Items from a data source
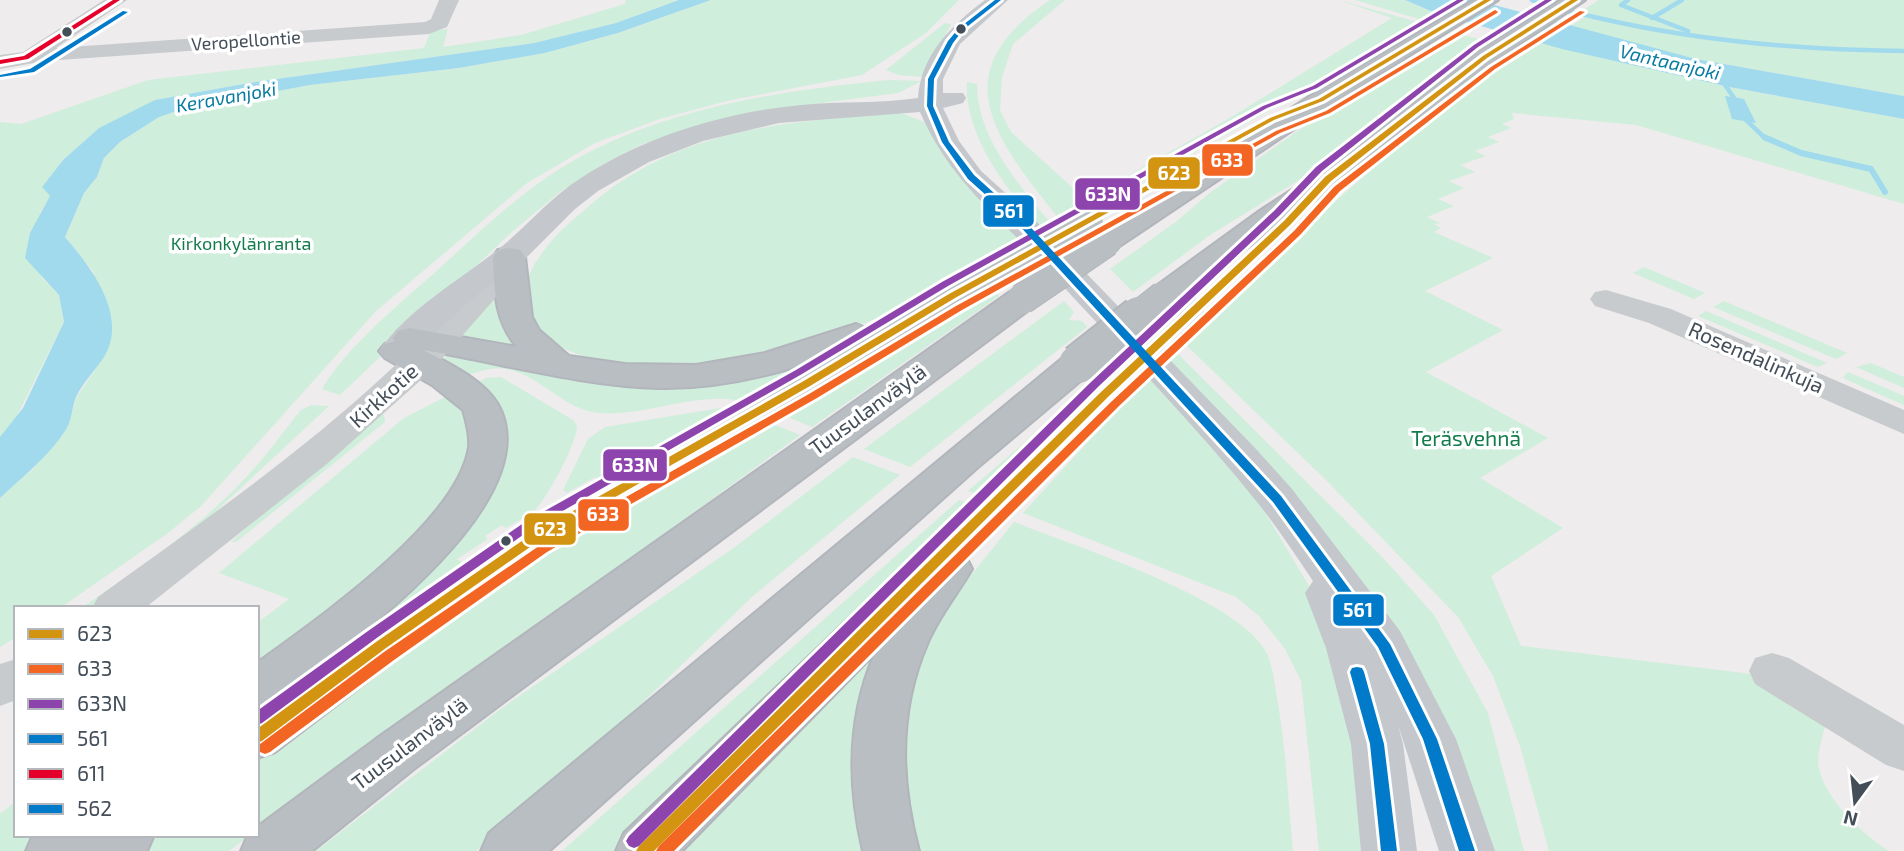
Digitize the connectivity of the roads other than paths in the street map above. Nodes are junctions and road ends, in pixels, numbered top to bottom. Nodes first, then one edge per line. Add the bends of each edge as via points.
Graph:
1 (117, 0) edge
2 (449, 0) edge
3 (1488, 0) edge
4 (1007, 4) edge
5 (1569, 4) edge
6 (980, 39) dead end
7 (26, 58) junction
8 (0, 62) edge
9 (0, 77) edge
10 (943, 95) junction
11 (509, 257) junction
12 (1010, 285) junction
13 (952, 296) junction
14 (1606, 299) dead end
15 (1175, 306) junction
16 (418, 349) junction
17 (555, 362) junction
18 (1904, 423) edge
19 (983, 517) junction
20 (1310, 545) junction
21 (117, 606) edge
22 (1772, 671) dead end
23 (259, 688) edge
24 (259, 736) edge
25 (1904, 750) edge
26 (72, 837) edge
27 (124, 837) edge
28 (54, 851) edge
29 (106, 851) edge
30 (269, 851) edge
31 (509, 851) edge
32 (644, 851) edge
33 (891, 851) edge
34 (1389, 851) edge
35 (1467, 851) edge

1 - 7 street
2 - 7 street, Veropellontie via 440,23 429,28
3 - 12 highway, Tuusulanväylä, bridge
4 - 6 main road
4 - 10 main road via 961,29 950,42 931,79
5 - 15 highway via 1485,57 1328,179 1287,223
7 - 8 street, Veropellontie
7 - 9 street
10 - 11 main road, Kirkkotie via 739,123 676,140 600,178 566,202
10 - 20 main road via 946,142 971,177 1019,220 1241,457
11 - 16 main road, Kirkkotie via 448,302
11 - 17 highway via 517,326
12 - 13 highway
12 - 30 highway, Tuusulanväylä
13 - 17 highway via 802,354 730,372 654,377
13 - 24 highway via 536,537
14 - 18 street, Rosendalinkuja via 1660,316
15 - 19 highway, bridge via 1105,394
15 - 31 highway, bridge via 1078,364
16 - 17 highway
16 - 21 street, Kirkkotie via 323,450
16 - 23 highway via 484,412 489,459 474,492 440,535 400,574
19 - 32 highway
19 - 33 highway via 905,639 888,680 878,725 876,774 881,819
20 - 34 main road via 1350,648 1377,744
20 - 35 main road via 1383,643 1430,739
22 - 25 street
26 - 28 highway
27 - 29 highway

» **EXERCISE DETAILS**:
Scan the records above, then copy out each line that mentions "Veropellontie".

» **TASK RESPONSE**:
2 - 7 street, Veropellontie via 440,23 429,28
7 - 8 street, Veropellontie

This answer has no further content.